English rugby union player

Philip Derek Christophers (born 16 June 1980 in Heidelberg) is a former rugby union footballer, who played on the wing for Castres and, briefly, England.

Christophers was born and raised in Germany with an English father and a German mother. At 16 he moved to England to attend the sixth form at Lancaster Royal Grammar School, where he represented England at under-16 and under-18 level. He studied Geography at Loughborough University, for whom he played in a BUSA final. In 2000, he took a year out of his studies playing for Brive and represented England under-21s. On graduation, in 2001, he signed full-time with Bristol Shoguns.

During the 2002/03, season Christophers was a regular for Bristol Shoguns and a bit-part player for England. However, when Bristol Shoguns were relegated at end of that season, he signed for Leeds Tykes.

Christophers scored a try on his England debut against Argentina.

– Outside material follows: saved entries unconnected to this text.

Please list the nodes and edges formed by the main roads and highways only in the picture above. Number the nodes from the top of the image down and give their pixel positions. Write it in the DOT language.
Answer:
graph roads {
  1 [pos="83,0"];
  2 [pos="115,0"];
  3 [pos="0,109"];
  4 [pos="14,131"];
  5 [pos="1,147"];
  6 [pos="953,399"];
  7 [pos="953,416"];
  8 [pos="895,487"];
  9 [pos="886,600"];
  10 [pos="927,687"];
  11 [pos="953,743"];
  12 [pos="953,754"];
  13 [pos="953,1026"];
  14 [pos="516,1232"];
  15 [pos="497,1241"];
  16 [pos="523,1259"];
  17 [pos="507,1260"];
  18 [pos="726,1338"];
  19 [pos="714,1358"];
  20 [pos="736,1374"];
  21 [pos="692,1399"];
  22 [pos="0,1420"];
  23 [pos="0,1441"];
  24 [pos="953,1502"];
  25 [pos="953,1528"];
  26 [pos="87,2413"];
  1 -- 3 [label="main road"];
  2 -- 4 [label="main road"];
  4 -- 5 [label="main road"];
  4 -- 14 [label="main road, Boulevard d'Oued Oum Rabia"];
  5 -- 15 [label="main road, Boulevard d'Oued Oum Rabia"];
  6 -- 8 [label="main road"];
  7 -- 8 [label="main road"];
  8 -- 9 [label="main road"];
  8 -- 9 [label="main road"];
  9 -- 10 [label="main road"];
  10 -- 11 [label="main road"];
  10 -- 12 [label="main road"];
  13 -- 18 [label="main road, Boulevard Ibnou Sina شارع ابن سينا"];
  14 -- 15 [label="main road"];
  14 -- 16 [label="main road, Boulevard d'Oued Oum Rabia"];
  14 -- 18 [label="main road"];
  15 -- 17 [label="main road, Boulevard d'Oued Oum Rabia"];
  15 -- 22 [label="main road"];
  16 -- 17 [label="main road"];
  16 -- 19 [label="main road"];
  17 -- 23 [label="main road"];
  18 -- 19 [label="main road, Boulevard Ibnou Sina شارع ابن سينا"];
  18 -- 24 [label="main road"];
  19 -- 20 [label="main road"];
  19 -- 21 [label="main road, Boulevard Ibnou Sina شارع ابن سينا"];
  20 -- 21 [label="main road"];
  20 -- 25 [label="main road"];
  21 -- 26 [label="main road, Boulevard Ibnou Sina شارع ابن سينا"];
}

In his third and final appearance for England, he came on as a replacement in the 2003 Six Nations Championship match against Wales. However just after coming on he was sin-binned. England went on to win the Grand Slam.

During the 2003/04 season at Leeds, he was named both the Players Player of the Year and Supporters Player of the Year. He toured New Zealand and Australia with England, but did not play.

At the end of the 2004-05 season, Leeds won the Powergen Cup where he was a starter.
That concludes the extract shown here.